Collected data
·····

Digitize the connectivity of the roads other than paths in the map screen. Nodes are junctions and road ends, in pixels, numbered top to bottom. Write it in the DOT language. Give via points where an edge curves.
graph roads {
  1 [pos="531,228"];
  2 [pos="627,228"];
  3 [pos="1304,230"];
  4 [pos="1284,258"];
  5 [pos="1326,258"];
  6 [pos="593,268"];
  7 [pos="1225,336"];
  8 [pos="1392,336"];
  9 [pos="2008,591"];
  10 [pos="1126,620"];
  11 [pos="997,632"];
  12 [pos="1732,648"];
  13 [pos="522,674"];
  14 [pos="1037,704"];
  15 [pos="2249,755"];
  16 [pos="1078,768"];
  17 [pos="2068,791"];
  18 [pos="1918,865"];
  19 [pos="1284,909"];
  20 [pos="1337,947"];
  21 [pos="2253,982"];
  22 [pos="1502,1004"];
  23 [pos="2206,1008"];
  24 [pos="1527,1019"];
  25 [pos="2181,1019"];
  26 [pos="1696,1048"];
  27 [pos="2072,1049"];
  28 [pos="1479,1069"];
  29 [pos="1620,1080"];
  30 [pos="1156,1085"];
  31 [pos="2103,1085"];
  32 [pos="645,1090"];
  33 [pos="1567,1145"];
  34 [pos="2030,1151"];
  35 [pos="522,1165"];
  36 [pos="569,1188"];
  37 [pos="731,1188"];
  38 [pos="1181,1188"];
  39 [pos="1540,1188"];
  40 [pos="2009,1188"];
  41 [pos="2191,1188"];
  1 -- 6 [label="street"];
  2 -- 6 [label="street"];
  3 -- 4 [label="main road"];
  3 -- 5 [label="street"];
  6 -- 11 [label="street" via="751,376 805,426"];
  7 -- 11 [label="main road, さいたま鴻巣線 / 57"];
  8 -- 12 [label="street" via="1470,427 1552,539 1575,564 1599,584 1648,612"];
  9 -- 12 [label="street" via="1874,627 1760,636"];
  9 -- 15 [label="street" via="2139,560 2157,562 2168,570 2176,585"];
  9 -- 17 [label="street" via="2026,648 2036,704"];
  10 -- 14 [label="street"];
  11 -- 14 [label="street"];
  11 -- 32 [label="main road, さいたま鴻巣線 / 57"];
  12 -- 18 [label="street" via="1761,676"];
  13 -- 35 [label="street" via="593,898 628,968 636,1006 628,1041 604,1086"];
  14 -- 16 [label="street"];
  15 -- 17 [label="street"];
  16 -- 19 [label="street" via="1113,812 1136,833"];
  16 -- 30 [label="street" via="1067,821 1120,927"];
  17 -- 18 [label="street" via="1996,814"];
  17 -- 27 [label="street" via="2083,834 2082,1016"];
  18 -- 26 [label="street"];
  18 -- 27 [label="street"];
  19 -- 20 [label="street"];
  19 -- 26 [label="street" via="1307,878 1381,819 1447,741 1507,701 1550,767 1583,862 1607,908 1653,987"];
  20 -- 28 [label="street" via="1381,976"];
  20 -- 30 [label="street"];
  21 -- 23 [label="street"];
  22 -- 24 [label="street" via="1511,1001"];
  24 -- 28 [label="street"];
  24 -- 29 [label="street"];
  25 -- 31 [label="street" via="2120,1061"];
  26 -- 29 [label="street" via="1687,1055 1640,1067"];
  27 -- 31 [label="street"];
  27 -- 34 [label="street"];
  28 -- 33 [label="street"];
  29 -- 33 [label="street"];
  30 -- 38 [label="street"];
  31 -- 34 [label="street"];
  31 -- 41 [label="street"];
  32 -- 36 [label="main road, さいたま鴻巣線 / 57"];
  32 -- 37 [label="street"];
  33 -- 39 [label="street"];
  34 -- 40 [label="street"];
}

·····

Reproduce each entry from the records above, character for character.

Digitize the connectivity of the roads other than paths in the map screen. Nodes are junctions and road ends, in pixels, numbered top to bottom. Write it in the DOT language. Give via points where an edge curves.
graph roads {
  1 [pos="531,228"];
  2 [pos="627,228"];
  3 [pos="1304,230"];
  4 [pos="1284,258"];
  5 [pos="1326,258"];
  6 [pos="593,268"];
  7 [pos="1225,336"];
  8 [pos="1392,336"];
  9 [pos="2008,591"];
  10 [pos="1126,620"];
  11 [pos="997,632"];
  12 [pos="1732,648"];
  13 [pos="522,674"];
  14 [pos="1037,704"];
  15 [pos="2249,755"];
  16 [pos="1078,768"];
  17 [pos="2068,791"];
  18 [pos="1918,865"];
  19 [pos="1284,909"];
  20 [pos="1337,947"];
  21 [pos="2253,982"];
  22 [pos="1502,1004"];
  23 [pos="2206,1008"];
  24 [pos="1527,1019"];
  25 [pos="2181,1019"];
  26 [pos="1696,1048"];
  27 [pos="2072,1049"];
  28 [pos="1479,1069"];
  29 [pos="1620,1080"];
  30 [pos="1156,1085"];
  31 [pos="2103,1085"];
  32 [pos="645,1090"];
  33 [pos="1567,1145"];
  34 [pos="2030,1151"];
  35 [pos="522,1165"];
  36 [pos="569,1188"];
  37 [pos="731,1188"];
  38 [pos="1181,1188"];
  39 [pos="1540,1188"];
  40 [pos="2009,1188"];
  41 [pos="2191,1188"];
  1 -- 6 [label="street"];
  2 -- 6 [label="street"];
  3 -- 4 [label="main road"];
  3 -- 5 [label="street"];
  6 -- 11 [label="street" via="751,376 805,426"];
  7 -- 11 [label="main road, さいたま鴻巣線 / 57"];
  8 -- 12 [label="street" via="1470,427 1552,539 1575,564 1599,584 1648,612"];
  9 -- 12 [label="street" via="1874,627 1760,636"];
  9 -- 15 [label="street" via="2139,560 2157,562 2168,570 2176,585"];
  9 -- 17 [label="street" via="2026,648 2036,704"];
  10 -- 14 [label="street"];
  11 -- 14 [label="street"];
  11 -- 32 [label="main road, さいたま鴻巣線 / 57"];
  12 -- 18 [label="street" via="1761,676"];
  13 -- 35 [label="street" via="593,898 628,968 636,1006 628,1041 604,1086"];
  14 -- 16 [label="street"];
  15 -- 17 [label="street"];
  16 -- 19 [label="street" via="1113,812 1136,833"];
  16 -- 30 [label="street" via="1067,821 1120,927"];
  17 -- 18 [label="street" via="1996,814"];
  17 -- 27 [label="street" via="2083,834 2082,1016"];
  18 -- 26 [label="street"];
  18 -- 27 [label="street"];
  19 -- 20 [label="street"];
  19 -- 26 [label="street" via="1307,878 1381,819 1447,741 1507,701 1550,767 1583,862 1607,908 1653,987"];
  20 -- 28 [label="street" via="1381,976"];
  20 -- 30 [label="street"];
  21 -- 23 [label="street"];
  22 -- 24 [label="street" via="1511,1001"];
  24 -- 28 [label="street"];
  24 -- 29 [label="street"];
  25 -- 31 [label="street" via="2120,1061"];
  26 -- 29 [label="street" via="1687,1055 1640,1067"];
  27 -- 31 [label="street"];
  27 -- 34 [label="street"];
  28 -- 33 [label="street"];
  29 -- 33 [label="street"];
  30 -- 38 [label="street"];
  31 -- 34 [label="street"];
  31 -- 41 [label="street"];
  32 -- 36 [label="main road, さいたま鴻巣線 / 57"];
  32 -- 37 [label="street"];
  33 -- 39 [label="street"];
  34 -- 40 [label="street"];
}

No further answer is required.